● TASK GOAL: Could you transcribe all the entries exactly, omitting the pictures?

═══ MATERIAL PROVIDED ═══

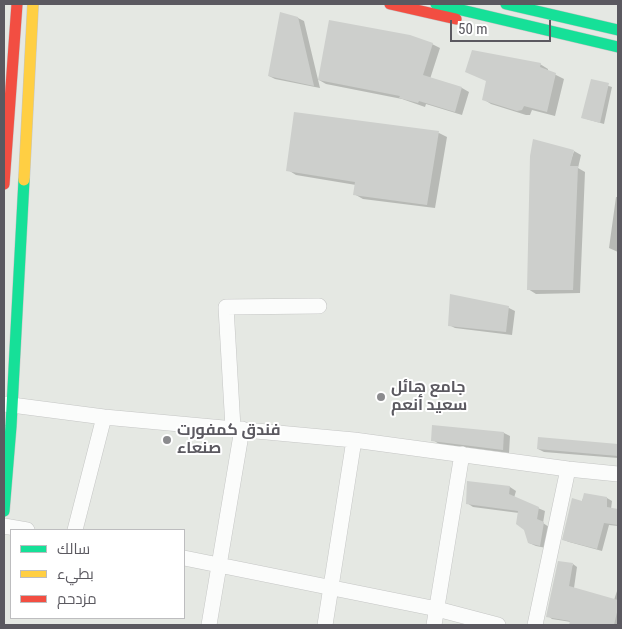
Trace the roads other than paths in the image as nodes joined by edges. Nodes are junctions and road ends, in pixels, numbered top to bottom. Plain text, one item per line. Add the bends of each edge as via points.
1 (17, 4) edge
2 (33, 4) edge
3 (390, 4) edge
4 (436, 4) edge
5 (506, 4) edge
6 (550, 4) edge
7 (10, 18) edge
8 (618, 24) edge
9 (618, 30) edge
10 (618, 46) edge
11 (618, 52) edge
12 (4, 184) edge
13 (319, 306) dead end
14 (8, 404) edge
15 (104, 417) junction
16 (7, 426) edge
17 (237, 428) junction
18 (354, 440) junction
19 (462, 454) junction
20 (568, 469) junction
21 (618, 474) edge
22 (4, 511) edge
23 (4, 526) edge
24 (22, 529) edge
25 (75, 529) edge
26 (185, 558) edge
27 (219, 564) junction
28 (331, 586) junction
29 (437, 609) junction
30 (210, 625) edge
31 (325, 625) edge
32 (434, 625) edge
33 (498, 625) edge
34 (535, 625) edge

1 - 7 main road
2 - 14 main road
3 - 11 main road via 586,49
4 - 10 main road
5 - 9 main road
6 - 8 main road via 595,14
7 - 12 main road
13 - 17 street via 226,307
14 - 15 street
14 - 16 main road
15 - 17 street
15 - 25 street
16 - 22 main road
17 - 18 street
17 - 27 street
18 - 19 street
18 - 28 street
19 - 20 street
19 - 29 street
20 - 21 street
20 - 34 street
23 - 24 street
26 - 27 street
27 - 28 street
27 - 30 street
28 - 29 street
28 - 31 street
29 - 32 street
29 - 33 street

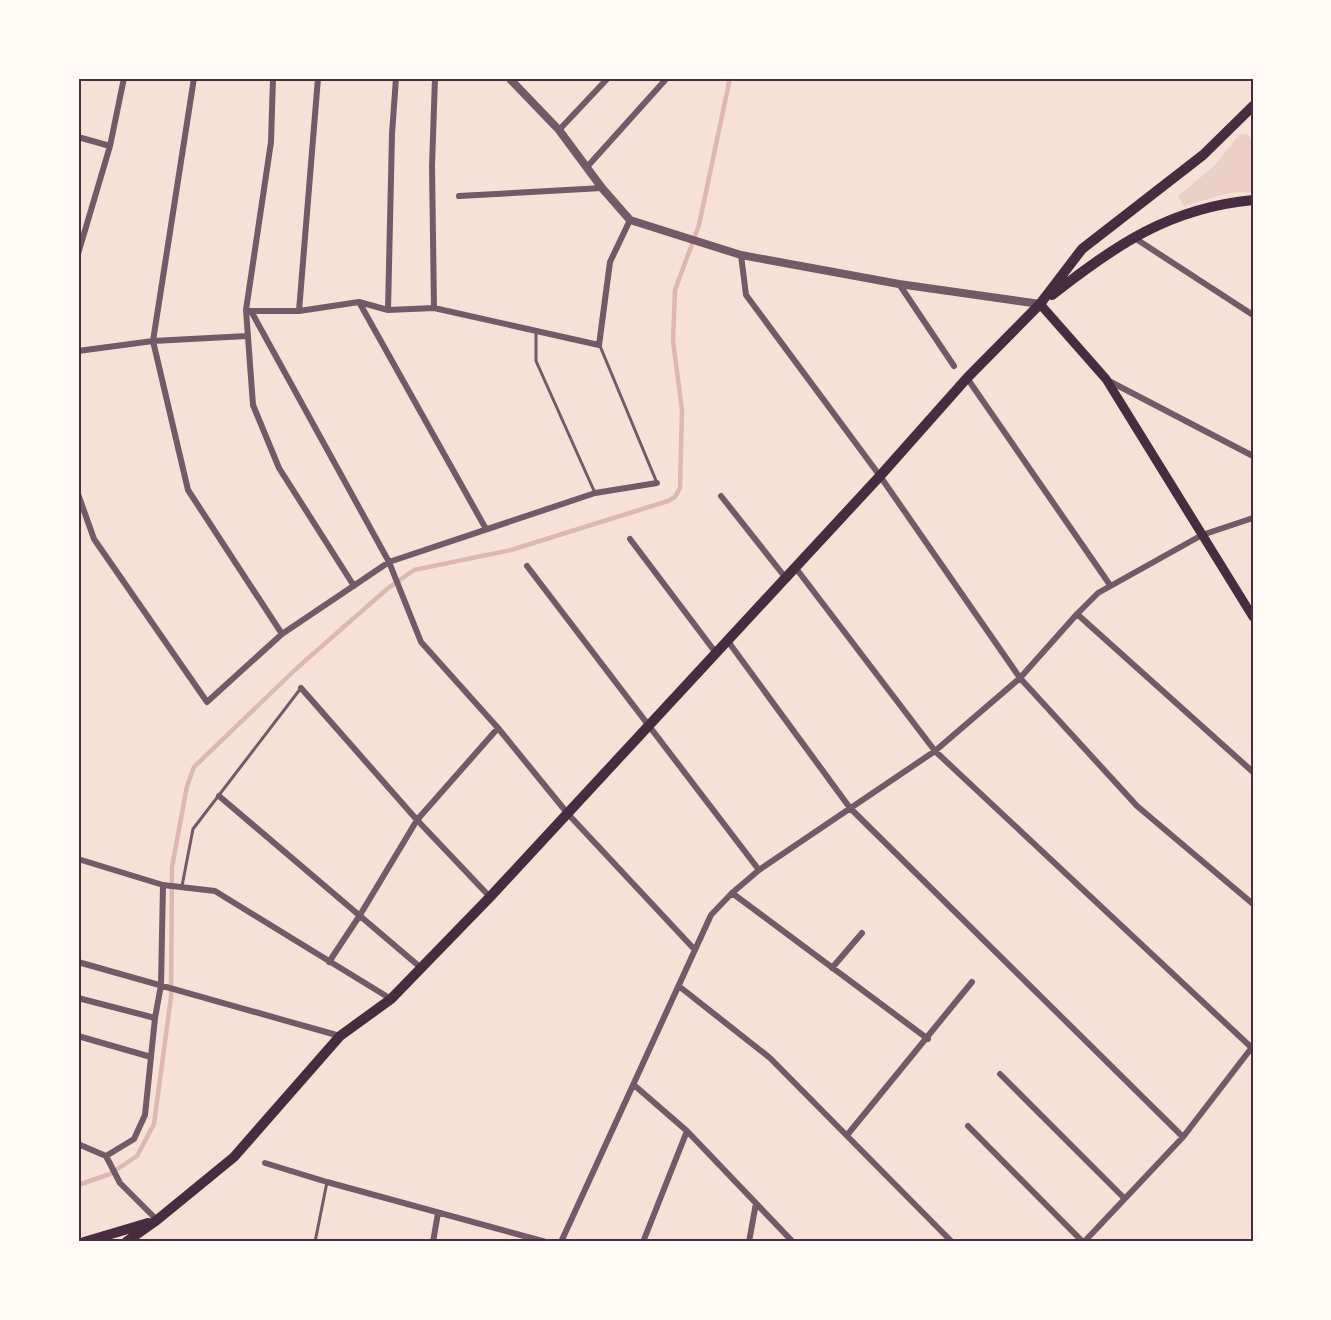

═══

● YOUR RESPONSE:
Trace the roads other than paths in the image as nodes joined by edges. Nodes are junctions and road ends, in pixels, numbered top to bottom. Plain text, one item per line. Add the bends of each edge as via points.
1 (17, 4) edge
2 (33, 4) edge
3 (390, 4) edge
4 (436, 4) edge
5 (506, 4) edge
6 (550, 4) edge
7 (10, 18) edge
8 (618, 24) edge
9 (618, 30) edge
10 (618, 46) edge
11 (618, 52) edge
12 (4, 184) edge
13 (319, 306) dead end
14 (8, 404) edge
15 (104, 417) junction
16 (7, 426) edge
17 (237, 428) junction
18 (354, 440) junction
19 (462, 454) junction
20 (568, 469) junction
21 (618, 474) edge
22 (4, 511) edge
23 (4, 526) edge
24 (22, 529) edge
25 (75, 529) edge
26 (185, 558) edge
27 (219, 564) junction
28 (331, 586) junction
29 (437, 609) junction
30 (210, 625) edge
31 (325, 625) edge
32 (434, 625) edge
33 (498, 625) edge
34 (535, 625) edge

1 - 7 main road
2 - 14 main road
3 - 11 main road via 586,49
4 - 10 main road
5 - 9 main road
6 - 8 main road via 595,14
7 - 12 main road
13 - 17 street via 226,307
14 - 15 street
14 - 16 main road
15 - 17 street
15 - 25 street
16 - 22 main road
17 - 18 street
17 - 27 street
18 - 19 street
18 - 28 street
19 - 20 street
19 - 29 street
20 - 21 street
20 - 34 street
23 - 24 street
26 - 27 street
27 - 28 street
27 - 30 street
28 - 29 street
28 - 31 street
29 - 32 street
29 - 33 street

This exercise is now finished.